Saved entries
☆ ☆ ☆

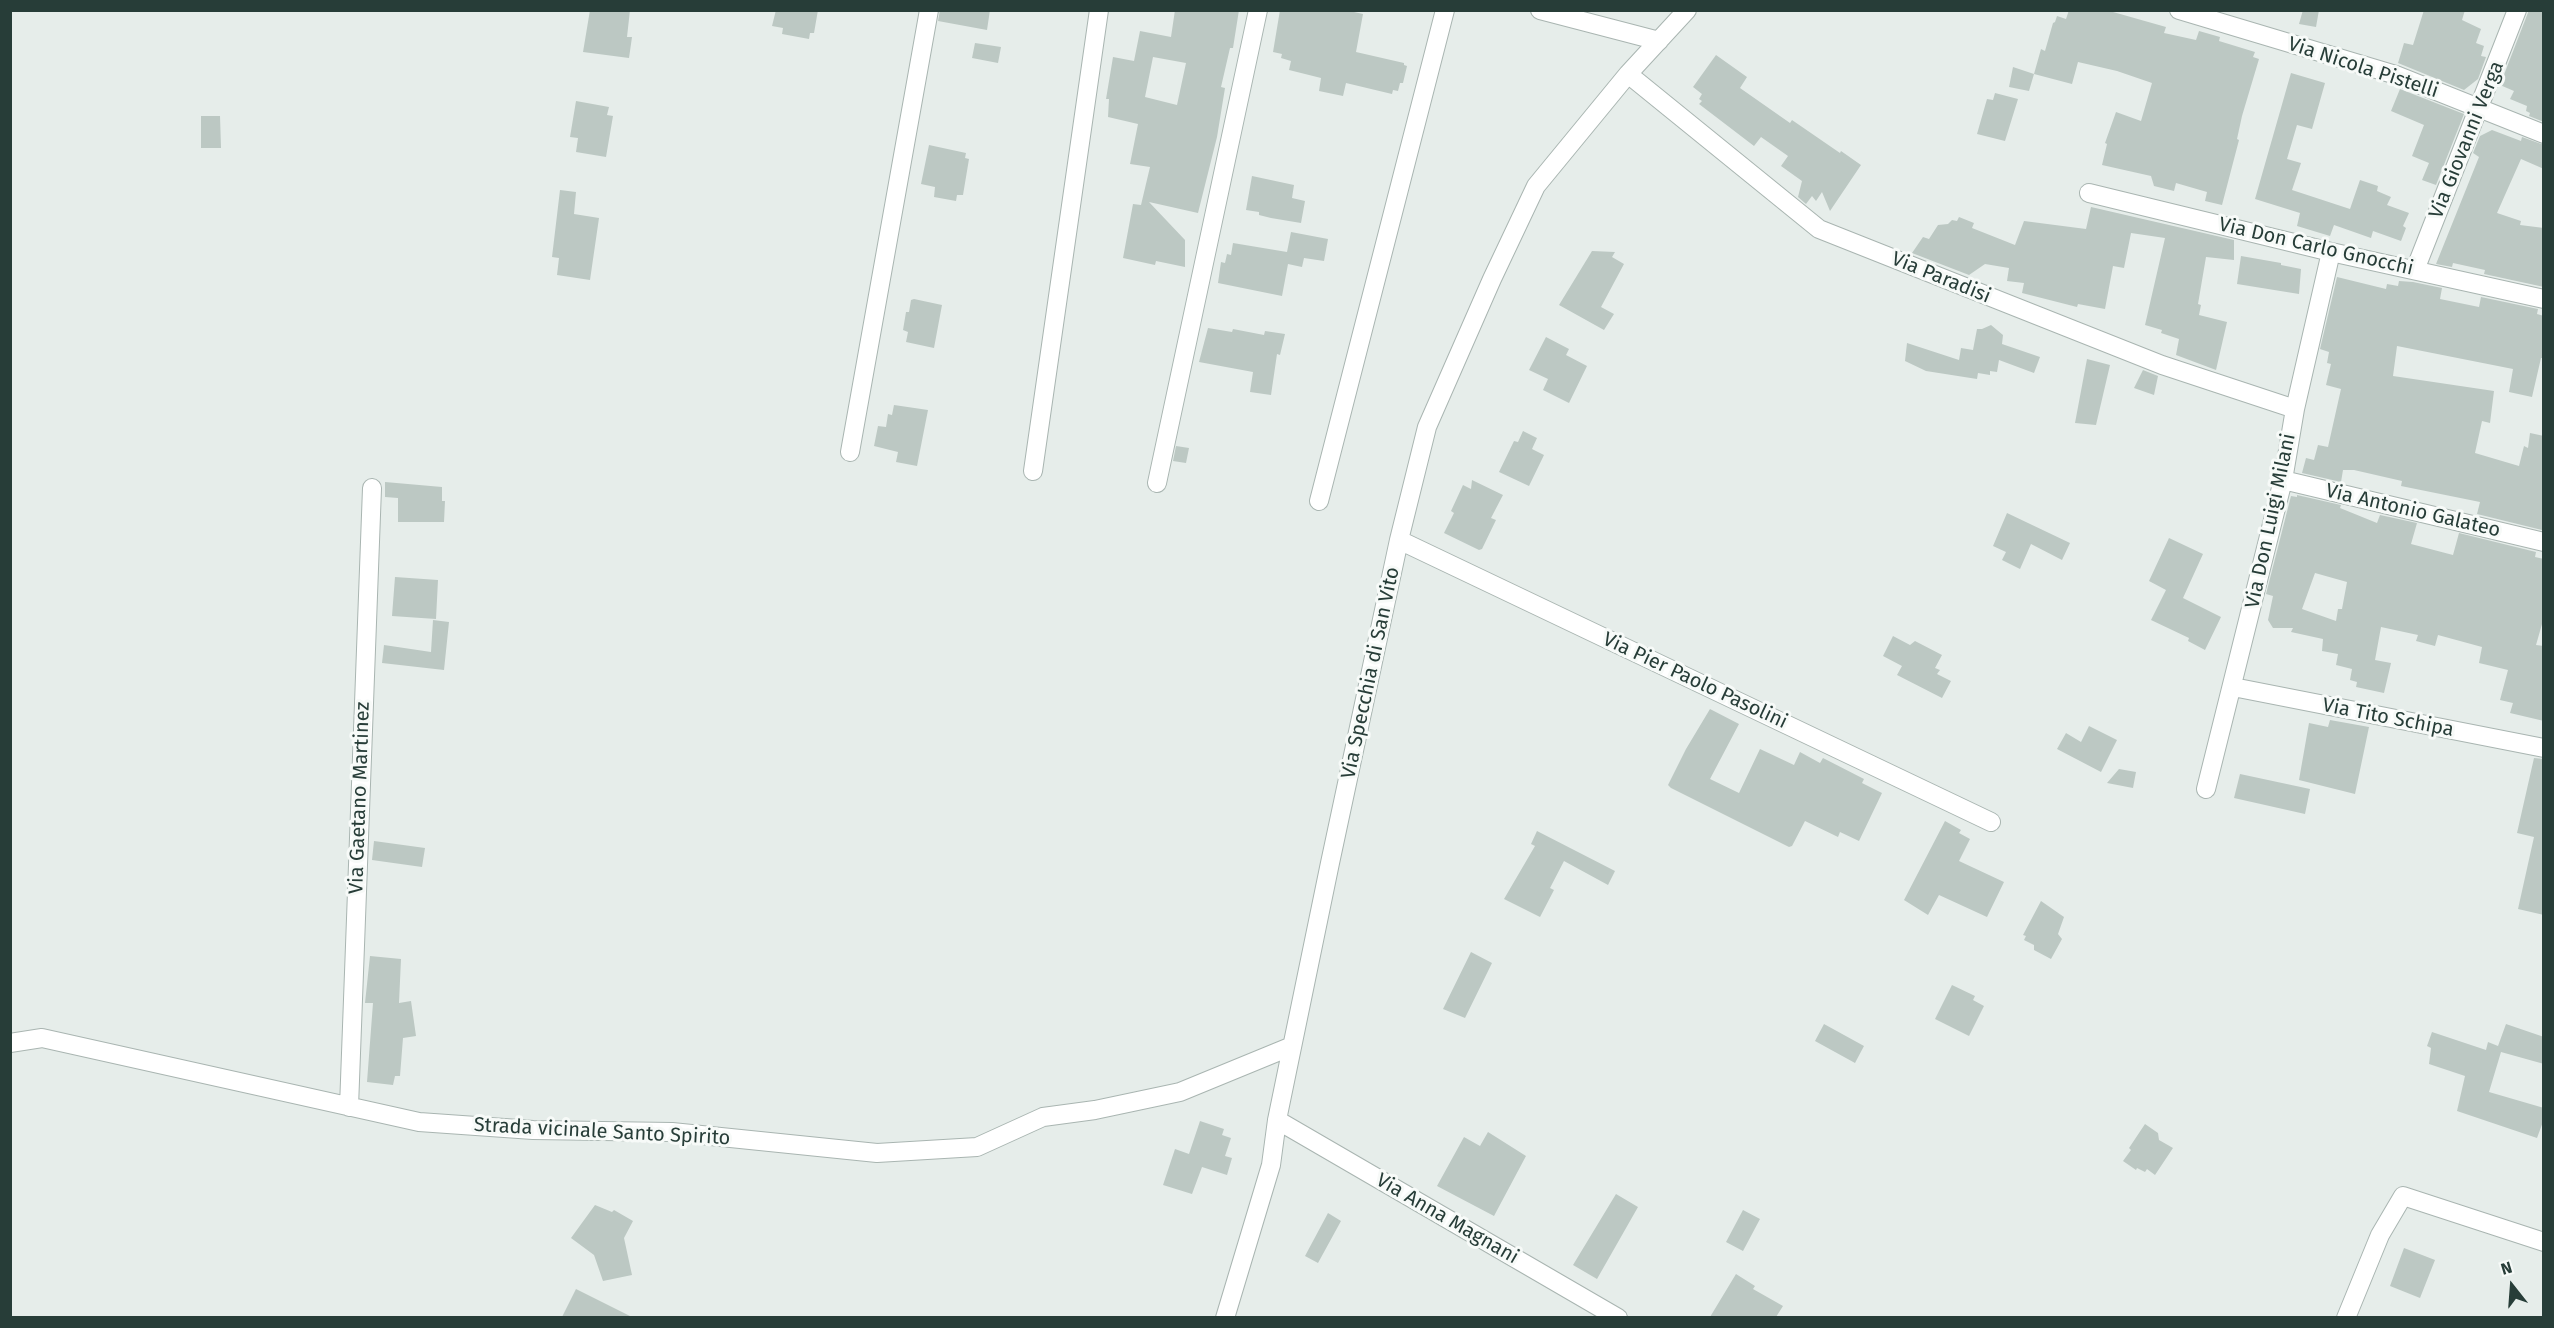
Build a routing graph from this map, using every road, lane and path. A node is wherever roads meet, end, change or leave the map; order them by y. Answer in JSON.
{"nodes":[{"id":1,"x":929,"y":10,"type":"edge"},
{"id":2,"x":1099,"y":10,"type":"edge"},
{"id":3,"x":1258,"y":10,"type":"edge"},
{"id":4,"x":1445,"y":10,"type":"edge"},
{"id":5,"x":1540,"y":10,"type":"edge"},
{"id":6,"x":1687,"y":10,"type":"edge"},
{"id":7,"x":2179,"y":10,"type":"edge"},
{"id":8,"x":2517,"y":10,"type":"edge"},
{"id":9,"x":1659,"y":41,"type":"junction"},
{"id":10,"x":1628,"y":74,"type":"junction"},
{"id":11,"x":2480,"y":109,"type":"junction"},
{"id":12,"x":2544,"y":134,"type":"edge"},
{"id":13,"x":2089,"y":193,"type":"dead end"},
{"id":14,"x":2331,"y":252,"type":"junction"},
{"id":15,"x":2415,"y":270,"type":"junction"},
{"id":16,"x":2544,"y":298,"type":"edge"},
{"id":17,"x":2295,"y":409,"type":"junction"},
{"id":18,"x":850,"y":452,"type":"dead end"},
{"id":19,"x":1033,"y":471,"type":"dead end"},
{"id":20,"x":2283,"y":480,"type":"junction"},
{"id":21,"x":1157,"y":483,"type":"dead end"},
{"id":22,"x":372,"y":488,"type":"dead end"},
{"id":23,"x":1319,"y":501,"type":"dead end"},
{"id":24,"x":1399,"y":540,"type":"junction"},
{"id":25,"x":2544,"y":542,"type":"edge"},
{"id":26,"x":2233,"y":687,"type":"junction"},
{"id":27,"x":2544,"y":748,"type":"edge"},
{"id":28,"x":2206,"y":789,"type":"dead end"},
{"id":29,"x":1991,"y":822,"type":"dead end"},
{"id":30,"x":10,"y":1043,"type":"edge"},
{"id":31,"x":1292,"y":1046,"type":"junction"},
{"id":32,"x":348,"y":1107,"type":"junction"},
{"id":33,"x":1277,"y":1120,"type":"junction"},
{"id":34,"x":2543,"y":1241,"type":"edge"},
{"id":35,"x":1225,"y":1317,"type":"edge"},
{"id":36,"x":1618,"y":1317,"type":"edge"},
{"id":37,"x":2346,"y":1317,"type":"edge"}],
"edges":[{"from":1,"to":18,"type":"street"},
{"from":2,"to":19,"type":"street"},
{"from":3,"to":21,"type":"street"},
{"from":4,"to":23,"type":"street"},
{"from":5,"to":9,"type":"street"},
{"from":6,"to":9,"type":"street","name":"Via Specchia di San Vito"},
{"from":7,"to":11,"type":"street","name":"Via Nicola Pistelli"},
{"from":8,"to":11,"type":"street","name":"Via Giovanni Verga"},
{"from":9,"to":10,"type":"street","name":"Via Specchia di San Vito"},
{"from":10,"to":17,"type":"street","name":"Via Paradisi"},
{"from":10,"to":24,"type":"street","name":"Via Specchia di San Vito"},
{"from":11,"to":12,"type":"street","name":"Via Nicola Pistelli"},
{"from":11,"to":15,"type":"street","name":"Via Giovanni Verga"},
{"from":13,"to":14,"type":"street","name":"Via Don Carlo Gnocchi"},
{"from":14,"to":15,"type":"street","name":"Via Don Carlo Gnocchi"},
{"from":14,"to":17,"type":"street","name":"Via Don Luigi Milani"},
{"from":15,"to":16,"type":"street","name":"Via Don Carlo Gnocchi"},
{"from":17,"to":20,"type":"street","name":"Via Don Luigi Milani"},
{"from":20,"to":25,"type":"street","name":"Via Antonio Galateo"},
{"from":20,"to":26,"type":"street","name":"Via Don Luigi Milani"},
{"from":22,"to":32,"type":"street","name":"Via Gaetano Martinez"},
{"from":24,"to":29,"type":"street","name":"Via Pier Paolo Pasolini"},
{"from":24,"to":31,"type":"street","name":"Via Specchia di San Vito"},
{"from":26,"to":27,"type":"street","name":"Via Tito Schipa"},
{"from":26,"to":28,"type":"street","name":"Via Don Luigi Milani"},
{"from":30,"to":32,"type":"street","name":"Strada vicinale Santo Spirito"},
{"from":31,"to":32,"type":"street","name":"Strada vicinale Santo Spirito"},
{"from":31,"to":33,"type":"street","name":"Via Specchia di San Vito"},
{"from":33,"to":35,"type":"street","name":"Via Specchia di San Vito"},
{"from":33,"to":36,"type":"street","name":"Via Anna Magnani"},
{"from":34,"to":37,"type":"street"}]}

☆ ☆ ☆

WHAT THE TASK ASKS | The required output is each record above, reproduced exactly, without its pictures.

COMPLETED TASK |
Build a routing graph from this map, using every road, lane and path. A node is wherever roads meet, end, change or leave the map; order them by y. Answer in JSON.
{"nodes":[{"id":1,"x":929,"y":10,"type":"edge"},
{"id":2,"x":1099,"y":10,"type":"edge"},
{"id":3,"x":1258,"y":10,"type":"edge"},
{"id":4,"x":1445,"y":10,"type":"edge"},
{"id":5,"x":1540,"y":10,"type":"edge"},
{"id":6,"x":1687,"y":10,"type":"edge"},
{"id":7,"x":2179,"y":10,"type":"edge"},
{"id":8,"x":2517,"y":10,"type":"edge"},
{"id":9,"x":1659,"y":41,"type":"junction"},
{"id":10,"x":1628,"y":74,"type":"junction"},
{"id":11,"x":2480,"y":109,"type":"junction"},
{"id":12,"x":2544,"y":134,"type":"edge"},
{"id":13,"x":2089,"y":193,"type":"dead end"},
{"id":14,"x":2331,"y":252,"type":"junction"},
{"id":15,"x":2415,"y":270,"type":"junction"},
{"id":16,"x":2544,"y":298,"type":"edge"},
{"id":17,"x":2295,"y":409,"type":"junction"},
{"id":18,"x":850,"y":452,"type":"dead end"},
{"id":19,"x":1033,"y":471,"type":"dead end"},
{"id":20,"x":2283,"y":480,"type":"junction"},
{"id":21,"x":1157,"y":483,"type":"dead end"},
{"id":22,"x":372,"y":488,"type":"dead end"},
{"id":23,"x":1319,"y":501,"type":"dead end"},
{"id":24,"x":1399,"y":540,"type":"junction"},
{"id":25,"x":2544,"y":542,"type":"edge"},
{"id":26,"x":2233,"y":687,"type":"junction"},
{"id":27,"x":2544,"y":748,"type":"edge"},
{"id":28,"x":2206,"y":789,"type":"dead end"},
{"id":29,"x":1991,"y":822,"type":"dead end"},
{"id":30,"x":10,"y":1043,"type":"edge"},
{"id":31,"x":1292,"y":1046,"type":"junction"},
{"id":32,"x":348,"y":1107,"type":"junction"},
{"id":33,"x":1277,"y":1120,"type":"junction"},
{"id":34,"x":2543,"y":1241,"type":"edge"},
{"id":35,"x":1225,"y":1317,"type":"edge"},
{"id":36,"x":1618,"y":1317,"type":"edge"},
{"id":37,"x":2346,"y":1317,"type":"edge"}],
"edges":[{"from":1,"to":18,"type":"street"},
{"from":2,"to":19,"type":"street"},
{"from":3,"to":21,"type":"street"},
{"from":4,"to":23,"type":"street"},
{"from":5,"to":9,"type":"street"},
{"from":6,"to":9,"type":"street","name":"Via Specchia di San Vito"},
{"from":7,"to":11,"type":"street","name":"Via Nicola Pistelli"},
{"from":8,"to":11,"type":"street","name":"Via Giovanni Verga"},
{"from":9,"to":10,"type":"street","name":"Via Specchia di San Vito"},
{"from":10,"to":17,"type":"street","name":"Via Paradisi"},
{"from":10,"to":24,"type":"street","name":"Via Specchia di San Vito"},
{"from":11,"to":12,"type":"street","name":"Via Nicola Pistelli"},
{"from":11,"to":15,"type":"street","name":"Via Giovanni Verga"},
{"from":13,"to":14,"type":"street","name":"Via Don Carlo Gnocchi"},
{"from":14,"to":15,"type":"street","name":"Via Don Carlo Gnocchi"},
{"from":14,"to":17,"type":"street","name":"Via Don Luigi Milani"},
{"from":15,"to":16,"type":"street","name":"Via Don Carlo Gnocchi"},
{"from":17,"to":20,"type":"street","name":"Via Don Luigi Milani"},
{"from":20,"to":25,"type":"street","name":"Via Antonio Galateo"},
{"from":20,"to":26,"type":"street","name":"Via Don Luigi Milani"},
{"from":22,"to":32,"type":"street","name":"Via Gaetano Martinez"},
{"from":24,"to":29,"type":"street","name":"Via Pier Paolo Pasolini"},
{"from":24,"to":31,"type":"street","name":"Via Specchia di San Vito"},
{"from":26,"to":27,"type":"street","name":"Via Tito Schipa"},
{"from":26,"to":28,"type":"street","name":"Via Don Luigi Milani"},
{"from":30,"to":32,"type":"street","name":"Strada vicinale Santo Spirito"},
{"from":31,"to":32,"type":"street","name":"Strada vicinale Santo Spirito"},
{"from":31,"to":33,"type":"street","name":"Via Specchia di San Vito"},
{"from":33,"to":35,"type":"street","name":"Via Specchia di San Vito"},
{"from":33,"to":36,"type":"street","name":"Via Anna Magnani"},
{"from":34,"to":37,"type":"street"}]}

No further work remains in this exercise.